Clearly, there are different pathways to enter into the continuous spike-wave during slow sleep syndrome because the essence of the clinical manifestations is the relation to the presence of electrical status epilepticus during slow sleep.
A survey regarding concepts and terminology in electrical status epilepticus in sleep (ESES) and continuous spikes and waves during sleep (CSWS) among 219 specialists in North America concluded that the professionals caring for children with ESES and CSWS use the terms, concepts, and defining features heterogeneously (Fernandez et al 2013). The most involved epileptologist in this subject stated: “The term continuous spikes and waves during sleep (CSWS) is for us a simplistic and inexact synonym for ESES” (Tassinari et al 2012).
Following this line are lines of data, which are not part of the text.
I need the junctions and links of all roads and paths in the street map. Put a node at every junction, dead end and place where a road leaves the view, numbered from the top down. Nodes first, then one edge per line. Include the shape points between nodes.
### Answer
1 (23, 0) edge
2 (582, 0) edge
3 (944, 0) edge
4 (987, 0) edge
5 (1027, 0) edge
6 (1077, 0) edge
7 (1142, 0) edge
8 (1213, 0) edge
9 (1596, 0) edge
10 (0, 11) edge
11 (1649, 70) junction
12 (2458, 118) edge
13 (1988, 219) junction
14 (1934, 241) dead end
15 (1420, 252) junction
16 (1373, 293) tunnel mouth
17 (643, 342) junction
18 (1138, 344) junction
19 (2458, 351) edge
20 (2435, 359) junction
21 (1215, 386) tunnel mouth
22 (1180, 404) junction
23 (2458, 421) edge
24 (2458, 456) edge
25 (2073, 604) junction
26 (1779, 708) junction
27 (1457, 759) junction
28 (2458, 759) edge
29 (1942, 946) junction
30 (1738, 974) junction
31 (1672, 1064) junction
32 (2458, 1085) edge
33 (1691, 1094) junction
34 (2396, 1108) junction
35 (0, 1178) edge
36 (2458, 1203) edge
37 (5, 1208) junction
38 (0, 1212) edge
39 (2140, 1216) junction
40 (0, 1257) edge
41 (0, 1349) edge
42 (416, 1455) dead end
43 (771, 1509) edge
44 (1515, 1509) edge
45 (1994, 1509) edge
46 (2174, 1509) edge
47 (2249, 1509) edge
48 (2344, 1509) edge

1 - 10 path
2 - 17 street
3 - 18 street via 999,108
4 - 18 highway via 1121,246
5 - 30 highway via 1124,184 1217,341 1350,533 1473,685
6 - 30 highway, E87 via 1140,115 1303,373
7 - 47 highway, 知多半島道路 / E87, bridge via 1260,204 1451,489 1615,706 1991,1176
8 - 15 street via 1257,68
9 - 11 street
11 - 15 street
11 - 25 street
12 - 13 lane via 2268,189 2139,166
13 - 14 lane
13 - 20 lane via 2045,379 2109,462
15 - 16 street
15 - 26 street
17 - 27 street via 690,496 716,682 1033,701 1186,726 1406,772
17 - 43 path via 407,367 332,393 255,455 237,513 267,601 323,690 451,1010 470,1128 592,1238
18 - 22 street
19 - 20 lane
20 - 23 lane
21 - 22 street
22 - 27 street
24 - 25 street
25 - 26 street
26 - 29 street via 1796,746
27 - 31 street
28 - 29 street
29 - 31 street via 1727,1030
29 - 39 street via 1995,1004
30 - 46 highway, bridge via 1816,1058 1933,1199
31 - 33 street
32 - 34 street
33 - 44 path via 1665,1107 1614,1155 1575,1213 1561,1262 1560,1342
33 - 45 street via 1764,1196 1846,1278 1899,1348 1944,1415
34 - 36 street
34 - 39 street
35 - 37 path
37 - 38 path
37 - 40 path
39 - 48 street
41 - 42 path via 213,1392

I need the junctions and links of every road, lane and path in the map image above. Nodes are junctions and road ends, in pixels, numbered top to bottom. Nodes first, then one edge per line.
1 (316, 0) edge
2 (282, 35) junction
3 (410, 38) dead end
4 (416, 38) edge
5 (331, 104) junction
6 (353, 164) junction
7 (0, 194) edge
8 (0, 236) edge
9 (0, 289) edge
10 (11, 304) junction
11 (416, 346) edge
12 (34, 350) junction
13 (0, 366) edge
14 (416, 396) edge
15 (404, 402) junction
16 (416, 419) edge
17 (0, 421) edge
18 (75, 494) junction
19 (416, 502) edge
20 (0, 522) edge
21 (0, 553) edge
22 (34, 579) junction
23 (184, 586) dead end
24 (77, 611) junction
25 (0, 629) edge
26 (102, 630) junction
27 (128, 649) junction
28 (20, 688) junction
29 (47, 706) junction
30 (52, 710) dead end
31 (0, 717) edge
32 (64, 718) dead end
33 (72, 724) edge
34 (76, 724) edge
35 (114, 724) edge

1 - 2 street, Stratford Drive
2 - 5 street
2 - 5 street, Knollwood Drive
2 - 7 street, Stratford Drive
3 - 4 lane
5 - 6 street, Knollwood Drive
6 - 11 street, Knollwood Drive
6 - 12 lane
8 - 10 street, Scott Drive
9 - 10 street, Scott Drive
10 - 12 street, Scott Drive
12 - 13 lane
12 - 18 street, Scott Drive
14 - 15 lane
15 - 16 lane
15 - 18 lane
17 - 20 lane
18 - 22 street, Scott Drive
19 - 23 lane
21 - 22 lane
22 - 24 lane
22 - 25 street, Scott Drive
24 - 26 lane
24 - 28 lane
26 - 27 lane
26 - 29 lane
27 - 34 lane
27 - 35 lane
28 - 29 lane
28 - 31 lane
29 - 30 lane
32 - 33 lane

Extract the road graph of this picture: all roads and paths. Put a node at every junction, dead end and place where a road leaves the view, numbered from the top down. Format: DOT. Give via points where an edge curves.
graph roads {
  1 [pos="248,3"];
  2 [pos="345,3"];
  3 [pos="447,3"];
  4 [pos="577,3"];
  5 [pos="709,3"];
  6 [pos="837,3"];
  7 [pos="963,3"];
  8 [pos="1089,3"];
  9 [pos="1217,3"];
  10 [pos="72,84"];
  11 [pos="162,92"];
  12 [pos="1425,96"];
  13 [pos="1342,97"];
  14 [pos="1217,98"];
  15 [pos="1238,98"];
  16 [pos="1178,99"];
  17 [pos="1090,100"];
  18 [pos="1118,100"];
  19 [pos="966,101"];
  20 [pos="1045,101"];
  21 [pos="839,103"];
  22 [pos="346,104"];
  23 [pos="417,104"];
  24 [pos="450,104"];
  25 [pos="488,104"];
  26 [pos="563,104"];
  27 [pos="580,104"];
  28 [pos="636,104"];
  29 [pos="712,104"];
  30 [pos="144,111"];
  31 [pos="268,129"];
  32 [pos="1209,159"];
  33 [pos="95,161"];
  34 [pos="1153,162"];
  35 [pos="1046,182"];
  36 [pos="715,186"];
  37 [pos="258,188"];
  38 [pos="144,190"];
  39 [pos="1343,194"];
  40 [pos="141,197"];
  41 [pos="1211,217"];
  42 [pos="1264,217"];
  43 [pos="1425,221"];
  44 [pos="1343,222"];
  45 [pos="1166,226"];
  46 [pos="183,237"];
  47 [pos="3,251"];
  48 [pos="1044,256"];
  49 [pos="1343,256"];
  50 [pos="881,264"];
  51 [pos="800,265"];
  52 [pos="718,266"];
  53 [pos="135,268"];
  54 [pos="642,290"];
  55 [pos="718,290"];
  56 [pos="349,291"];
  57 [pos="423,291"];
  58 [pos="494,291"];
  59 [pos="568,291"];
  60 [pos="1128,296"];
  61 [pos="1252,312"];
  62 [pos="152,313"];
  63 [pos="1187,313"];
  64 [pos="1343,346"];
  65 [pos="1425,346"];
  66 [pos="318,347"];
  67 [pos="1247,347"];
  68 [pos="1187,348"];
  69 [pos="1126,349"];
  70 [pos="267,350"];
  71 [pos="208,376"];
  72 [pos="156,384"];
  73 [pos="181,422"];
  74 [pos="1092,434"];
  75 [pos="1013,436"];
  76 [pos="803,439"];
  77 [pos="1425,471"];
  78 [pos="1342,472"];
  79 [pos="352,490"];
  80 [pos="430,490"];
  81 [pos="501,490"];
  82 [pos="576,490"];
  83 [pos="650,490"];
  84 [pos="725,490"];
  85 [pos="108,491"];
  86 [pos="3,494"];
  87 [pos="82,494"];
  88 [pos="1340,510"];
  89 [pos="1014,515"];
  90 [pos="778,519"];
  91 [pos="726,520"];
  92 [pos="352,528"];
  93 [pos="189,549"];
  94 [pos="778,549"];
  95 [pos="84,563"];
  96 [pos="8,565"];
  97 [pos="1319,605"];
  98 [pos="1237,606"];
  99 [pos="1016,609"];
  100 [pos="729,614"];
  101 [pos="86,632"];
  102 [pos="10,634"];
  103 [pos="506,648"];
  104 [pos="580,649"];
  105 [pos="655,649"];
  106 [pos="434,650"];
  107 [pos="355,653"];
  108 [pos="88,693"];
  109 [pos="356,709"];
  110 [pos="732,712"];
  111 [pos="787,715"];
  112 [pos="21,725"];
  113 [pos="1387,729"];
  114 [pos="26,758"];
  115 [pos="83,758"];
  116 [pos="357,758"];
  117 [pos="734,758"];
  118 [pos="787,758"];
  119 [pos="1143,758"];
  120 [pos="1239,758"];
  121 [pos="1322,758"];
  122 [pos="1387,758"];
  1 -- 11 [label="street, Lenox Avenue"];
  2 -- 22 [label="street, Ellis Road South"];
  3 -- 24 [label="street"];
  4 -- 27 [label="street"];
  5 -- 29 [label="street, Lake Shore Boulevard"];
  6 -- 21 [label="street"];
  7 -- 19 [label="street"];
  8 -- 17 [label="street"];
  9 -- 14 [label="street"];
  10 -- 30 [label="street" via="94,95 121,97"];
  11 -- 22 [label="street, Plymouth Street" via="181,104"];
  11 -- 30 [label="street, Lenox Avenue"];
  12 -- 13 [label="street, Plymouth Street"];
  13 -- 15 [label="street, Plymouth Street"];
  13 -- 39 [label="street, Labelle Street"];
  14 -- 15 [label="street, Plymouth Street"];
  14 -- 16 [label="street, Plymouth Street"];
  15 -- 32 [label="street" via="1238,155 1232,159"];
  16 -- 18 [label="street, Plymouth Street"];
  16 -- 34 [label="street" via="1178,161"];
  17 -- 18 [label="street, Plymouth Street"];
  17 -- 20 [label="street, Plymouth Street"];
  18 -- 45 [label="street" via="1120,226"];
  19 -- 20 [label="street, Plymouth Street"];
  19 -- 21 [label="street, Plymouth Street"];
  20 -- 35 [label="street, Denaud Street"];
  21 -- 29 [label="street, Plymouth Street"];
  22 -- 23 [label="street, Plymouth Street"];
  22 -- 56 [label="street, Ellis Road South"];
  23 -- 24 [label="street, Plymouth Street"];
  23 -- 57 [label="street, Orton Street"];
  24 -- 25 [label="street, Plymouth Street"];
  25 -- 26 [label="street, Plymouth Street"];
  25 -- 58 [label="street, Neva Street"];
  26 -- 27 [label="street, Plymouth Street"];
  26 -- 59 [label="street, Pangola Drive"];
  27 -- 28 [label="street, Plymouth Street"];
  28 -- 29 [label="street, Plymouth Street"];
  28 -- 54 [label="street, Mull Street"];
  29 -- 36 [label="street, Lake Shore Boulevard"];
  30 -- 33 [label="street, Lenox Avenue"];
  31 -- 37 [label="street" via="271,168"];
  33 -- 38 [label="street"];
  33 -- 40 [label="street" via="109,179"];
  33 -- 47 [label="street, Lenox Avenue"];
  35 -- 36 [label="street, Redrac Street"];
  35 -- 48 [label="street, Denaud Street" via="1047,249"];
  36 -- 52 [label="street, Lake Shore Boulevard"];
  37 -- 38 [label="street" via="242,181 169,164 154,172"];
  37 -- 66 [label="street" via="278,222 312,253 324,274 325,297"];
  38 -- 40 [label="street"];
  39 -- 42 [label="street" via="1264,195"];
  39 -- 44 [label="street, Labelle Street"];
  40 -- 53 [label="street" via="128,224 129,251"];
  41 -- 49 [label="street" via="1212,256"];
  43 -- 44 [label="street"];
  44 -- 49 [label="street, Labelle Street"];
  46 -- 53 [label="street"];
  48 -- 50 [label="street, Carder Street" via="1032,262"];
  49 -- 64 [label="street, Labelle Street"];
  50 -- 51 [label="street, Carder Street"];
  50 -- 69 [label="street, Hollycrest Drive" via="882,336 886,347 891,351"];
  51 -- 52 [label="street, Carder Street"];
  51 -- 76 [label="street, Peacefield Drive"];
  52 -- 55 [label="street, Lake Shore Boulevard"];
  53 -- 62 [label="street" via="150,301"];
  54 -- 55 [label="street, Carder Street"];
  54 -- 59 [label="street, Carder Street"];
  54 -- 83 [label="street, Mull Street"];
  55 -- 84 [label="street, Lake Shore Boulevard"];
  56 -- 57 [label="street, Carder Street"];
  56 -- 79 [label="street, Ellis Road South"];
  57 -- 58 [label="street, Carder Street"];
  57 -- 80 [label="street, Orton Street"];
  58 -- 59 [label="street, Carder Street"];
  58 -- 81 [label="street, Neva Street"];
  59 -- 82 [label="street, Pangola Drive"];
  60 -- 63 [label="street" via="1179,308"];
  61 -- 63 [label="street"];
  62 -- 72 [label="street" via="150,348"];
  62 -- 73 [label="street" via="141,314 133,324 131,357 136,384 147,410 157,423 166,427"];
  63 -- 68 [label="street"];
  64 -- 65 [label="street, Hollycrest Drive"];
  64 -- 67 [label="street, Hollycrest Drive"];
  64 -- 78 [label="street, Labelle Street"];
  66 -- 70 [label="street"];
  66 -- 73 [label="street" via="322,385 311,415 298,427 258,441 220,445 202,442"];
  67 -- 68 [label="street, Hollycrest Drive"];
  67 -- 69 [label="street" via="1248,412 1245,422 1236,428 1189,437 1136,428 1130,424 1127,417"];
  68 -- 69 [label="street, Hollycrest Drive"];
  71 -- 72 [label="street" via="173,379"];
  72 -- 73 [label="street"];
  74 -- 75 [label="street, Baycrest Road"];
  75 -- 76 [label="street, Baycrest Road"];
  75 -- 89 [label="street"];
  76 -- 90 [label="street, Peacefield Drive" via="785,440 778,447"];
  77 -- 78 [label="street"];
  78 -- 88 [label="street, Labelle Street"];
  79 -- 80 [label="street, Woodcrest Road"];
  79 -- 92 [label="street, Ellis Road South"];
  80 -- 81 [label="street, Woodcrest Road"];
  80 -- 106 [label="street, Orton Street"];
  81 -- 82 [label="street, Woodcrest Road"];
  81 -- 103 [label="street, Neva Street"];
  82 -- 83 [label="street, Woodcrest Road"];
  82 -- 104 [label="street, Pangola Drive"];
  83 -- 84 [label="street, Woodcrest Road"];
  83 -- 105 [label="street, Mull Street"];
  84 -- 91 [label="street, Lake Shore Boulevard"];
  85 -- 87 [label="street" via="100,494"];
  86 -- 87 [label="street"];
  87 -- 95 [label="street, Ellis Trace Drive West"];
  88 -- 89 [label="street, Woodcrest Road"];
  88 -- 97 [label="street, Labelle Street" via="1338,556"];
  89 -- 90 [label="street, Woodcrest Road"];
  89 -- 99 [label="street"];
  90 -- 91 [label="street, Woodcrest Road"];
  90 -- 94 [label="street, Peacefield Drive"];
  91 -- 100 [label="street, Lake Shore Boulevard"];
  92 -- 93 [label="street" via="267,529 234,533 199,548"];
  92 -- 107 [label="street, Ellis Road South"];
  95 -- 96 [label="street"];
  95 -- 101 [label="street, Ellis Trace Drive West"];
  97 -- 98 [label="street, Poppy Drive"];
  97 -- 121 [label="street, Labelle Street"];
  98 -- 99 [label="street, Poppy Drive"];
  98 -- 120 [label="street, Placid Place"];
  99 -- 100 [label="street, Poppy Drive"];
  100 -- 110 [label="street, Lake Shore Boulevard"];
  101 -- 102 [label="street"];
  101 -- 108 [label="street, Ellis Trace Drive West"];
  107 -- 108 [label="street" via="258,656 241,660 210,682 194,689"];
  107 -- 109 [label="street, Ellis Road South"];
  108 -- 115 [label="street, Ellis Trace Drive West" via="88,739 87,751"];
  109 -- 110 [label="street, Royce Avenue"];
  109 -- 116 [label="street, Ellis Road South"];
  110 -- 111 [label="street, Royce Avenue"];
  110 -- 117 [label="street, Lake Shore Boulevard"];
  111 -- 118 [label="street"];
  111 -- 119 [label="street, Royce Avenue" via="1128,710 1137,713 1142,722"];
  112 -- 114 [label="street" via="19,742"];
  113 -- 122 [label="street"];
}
These authors proposed the term “Penelope syndrome” as an eponym conveying the encephalopathy mechanism (Tassinari et al 2009).
A group of patients with ESES secondary to a unilateral lesion was reported as having “encephalopathy with hemi-status epilepticus during sleep or hemi-continuous spikes and waves during slow sleep syndrome” (Fortini et al 2013). In these 21 patients, the EEG abnormality was clearly unilateral.
In June 2012, an international group of clinical and basic science researchers met in London under the auspices of the Waterloo Foundation to discuss and debate these issues in relation to idiopathic focal epilepsies. They represent an updated state-of-the-art thinking on the topics explored. The symposium led to the formation of international working groups under the umbrella of "Luke's Idiopathic Focal Epilepsy Project" to investigate various aspects of the idiopathic focal epilepsies including: semiology and classification, genetics, cognition, sleep, high-frequency oscillations, and parental resources. Proceedings of this symposium were published (Pal et al 2016).